Five things we learnt from the game against West Brom

Rio and Berba do their best to make Nani look small

Rio and Berba do their best to make Nani look small

Another weekend, another Manchester United lead thrown away, another draw for Sir Alex Ferguson’s men, another Wayne Rooney being dropped story doing the rounds, another ‘we’re still unbeaten’ argument being put forward by a few and another reason why it’s time to stop making excuses.

Yes United are unbeaten but they’re also in fourth place, have drawn more games than they’ve won and can be trusted to hold on to a lead about much as a Korean chef.

So what exactly did the latest disappointing result from United tell us other than Owen Hargreaves is still not match fit? Well despite doing the best to ‘look on the Brightside’ it’s now time to be a little more critical if United really want to win back ‘their’ trophy. Unlike previous draws which came away from home against established Premier League sides, the latest points dropped at Old Trafford to newly promoted West Brom have left more than  a few fans calling for drastic measures. While ‘Fergie needs to go’ type hysteria is as ridiculous as it is embarrassing-certain things need to be addressed.

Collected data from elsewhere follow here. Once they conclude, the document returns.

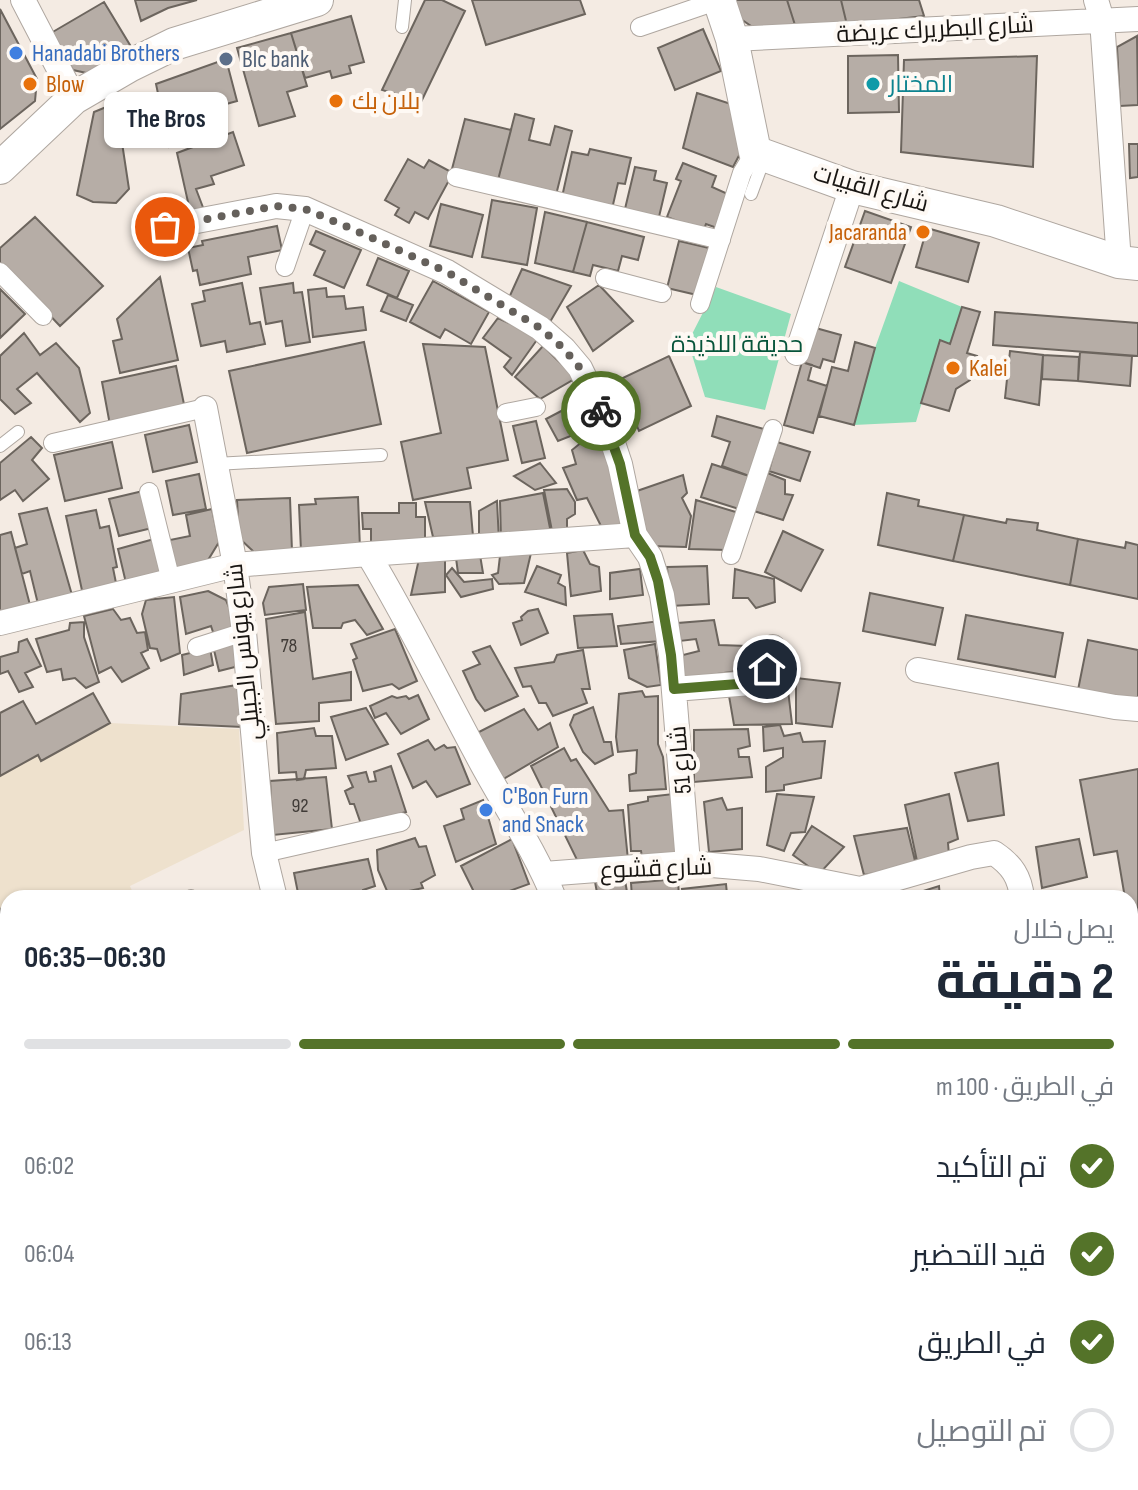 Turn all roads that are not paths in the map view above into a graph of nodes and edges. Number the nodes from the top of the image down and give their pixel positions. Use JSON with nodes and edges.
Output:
{"nodes":[{"id":1,"x":23,"y":0,"type":"edge"},
{"id":2,"x":317,"y":0,"type":"edge"},
{"id":3,"x":405,"y":0,"type":"edge"},
{"id":4,"x":719,"y":0,"type":"edge"},
{"id":5,"x":1099,"y":10,"type":"edge"},
{"id":6,"x":1138,"y":19,"type":"edge"},
{"id":7,"x":402,"y":27,"type":"dead end"},
{"id":8,"x":640,"y":27,"type":"dead end"},
{"id":9,"x":732,"y":39,"type":"junction"},
{"id":10,"x":74,"y":98,"type":"junction"},
{"id":11,"x":760,"y":154,"type":"junction"},
{"id":12,"x":0,"y":168,"type":"edge"},
{"id":13,"x":456,"y":177,"type":"dead end"},
{"id":14,"x":852,"y":187,"type":"junction"},
{"id":15,"x":751,"y":194,"type":"dead end"},
{"id":16,"x":305,"y":209,"type":"junction"},
{"id":17,"x":165,"y":227,"type":"dead end"},
{"id":18,"x":721,"y":240,"type":"junction"},
{"id":19,"x":1128,"y":263,"type":"edge"},
{"id":20,"x":285,"y":267,"type":"dead end"},
{"id":21,"x":0,"y":272,"type":"edge"},
{"id":22,"x":605,"y":278,"type":"dead end"},
{"id":23,"x":662,"y":293,"type":"dead end"},
{"id":24,"x":700,"y":304,"type":"dead end"},
{"id":25,"x":43,"y":316,"type":"dead end"},
{"id":26,"x":797,"y":353,"type":"dead end"},
{"id":27,"x":536,"y":407,"type":"dead end"},
{"id":28,"x":205,"y":408,"type":"joint"},
{"id":29,"x":506,"y":413,"type":"dead end"},
{"id":30,"x":773,"y":429,"type":"dead end"},
{"id":31,"x":18,"y":432,"type":"dead end"},
{"id":32,"x":53,"y":443,"type":"dead end"},
{"id":33,"x":0,"y":446,"type":"edge"},
{"id":34,"x":381,"y":455,"type":"dead end"},
{"id":35,"x":215,"y":464,"type":"junction"},
{"id":36,"x":149,"y":492,"type":"dead end"},
{"id":37,"x":635,"y":535,"type":"junction"},
{"id":38,"x":368,"y":554,"type":"junction"},
{"id":39,"x":731,"y":555,"type":"dead end"},
{"id":40,"x":235,"y":565,"type":"junction"},
{"id":41,"x":171,"y":581,"type":"junction"},
{"id":42,"x":0,"y":623,"type":"edge"},
{"id":43,"x":244,"y":632,"type":"junction"},
{"id":44,"x":197,"y":647,"type":"dead end"},
{"id":45,"x":773,"y":647,"type":"dead end"},
{"id":46,"x":918,"y":670,"type":"dead end"},
{"id":47,"x":674,"y":689,"type":"junction"},
{"id":48,"x":1138,"y":709,"type":"edge"},
{"id":49,"x":401,"y":822,"type":"dead end"},
{"id":50,"x":264,"y":853,"type":"junction"},
{"id":51,"x":688,"y":863,"type":"junction"},
{"id":52,"x":544,"y":874,"type":"junction"},
{"id":53,"x":273,"y":890,"type":"edge"},
{"id":54,"x":551,"y":890,"type":"edge"},
{"id":55,"x":845,"y":890,"type":"edge"},
{"id":56,"x":873,"y":890,"type":"edge"},
{"id":57,"x":1021,"y":890,"type":"edge"}],
"edges":[{"from":1,"to":10,"type":"street"},
{"from":2,"to":10,"type":"street"},
{"from":3,"to":7,"type":"lane"},
{"from":4,"to":8,"type":"street"},
{"from":4,"to":9,"type":"street"},
{"from":5,"to":6,"type":"street","name":"شارع البطريرك عريضة"},
{"from":5,"to":9,"type":"street","name":"شارع البطريرك عريضة"},
{"from":5,"to":19,"type":"street"},
{"from":9,"to":11,"type":"street"},
{"from":10,"to":12,"type":"street"},
{"from":11,"to":14,"type":"street","name":"شارع القبيات"},
{"from":11,"to":15,"type":"lane"},
{"from":11,"to":18,"type":"street"},
{"from":13,"to":18,"type":"street"},
{"from":14,"to":19,"type":"street","name":"شارع القبيات"},
{"from":14,"to":26,"type":"street"},
{"from":16,"to":17,"type":"street","name":"شارع 51"},
{"from":16,"to":20,"type":"street"},
{"from":16,"to":37,"type":"street","name":"شارع 51"},
{"from":18,"to":24,"type":"street"},
{"from":21,"to":25,"type":"street"},
{"from":22,"to":23,"type":"street"},
{"from":27,"to":29,"type":"street"},
{"from":28,"to":32,"type":"street"},
{"from":28,"to":35,"type":"street","name":"شارع يونس الجبيلي"},
{"from":30,"to":39,"type":"street"},
{"from":31,"to":33,"type":"lane"},
{"from":34,"to":35,"type":"lane"},
{"from":35,"to":40,"type":"street","name":"شارع يونس الجبيلي"},
{"from":36,"to":41,"type":"street"},
{"from":37,"to":38,"type":"street"},
{"from":37,"to":47,"type":"street","name":"شارع 51"},
{"from":38,"to":40,"type":"street"},
{"from":38,"to":52,"type":"street"},
{"from":40,"to":41,"type":"street"},
{"from":40,"to":43,"type":"street","name":"شارع يونس الجبيلي"},
{"from":41,"to":42,"type":"street"},
{"from":43,"to":44,"type":"street"},
{"from":43,"to":50,"type":"street","name":"شارع يونس الجبيلي"},
{"from":45,"to":47,"type":"street"},
{"from":46,"to":48,"type":"street"},
{"from":47,"to":51,"type":"street","name":"شارع 51"},
{"from":49,"to":50,"type":"street"},
{"from":50,"to":53,"type":"street","name":"شارع يونس الجبيلي"},
{"from":51,"to":52,"type":"street","name":"شارع قشوع"},
{"from":51,"to":55,"type":"street","name":"شارع قشوع"},
{"from":52,"to":54,"type":"street"},
{"from":56,"to":57,"type":"street","name":"شارع قشوع"}]}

Wayne Rooney should have figured more than 20 minutes- as a striker. Let’s not ignore the obvious or pussyfoot around it. The decision to drop Rooney backfired as not only did United fail to win what should have been an easy game, but subsequently all the headlines were full of the usual drivel about the striker either being Madrid-bound or ready to meet Fergie in the car park for a bit of a straightener. There’s even been talk of the noisy neighbours being his next destination- although that talk probably emanated from everyone’s favourite nonsense merchant Gary Cook- or someone equally as deluded. The recent stories surrounding Rooney’s ‘I’m fit’ comments, which went against what the United manager had been saying were a little over-the-top for me as everyone knows the striker would say he’s fit to play if he was hopping around with his amputated left leg tucked under his arm.
However Fergie’s decision to not only start Rooney on the bench but to then bring him on with just over 20 minutes left and stick him out on the left wing, have only encouraged the Chelsea fans of Fleet street to pour more fuel on the ‘Rooney Fergie Rift’ fire.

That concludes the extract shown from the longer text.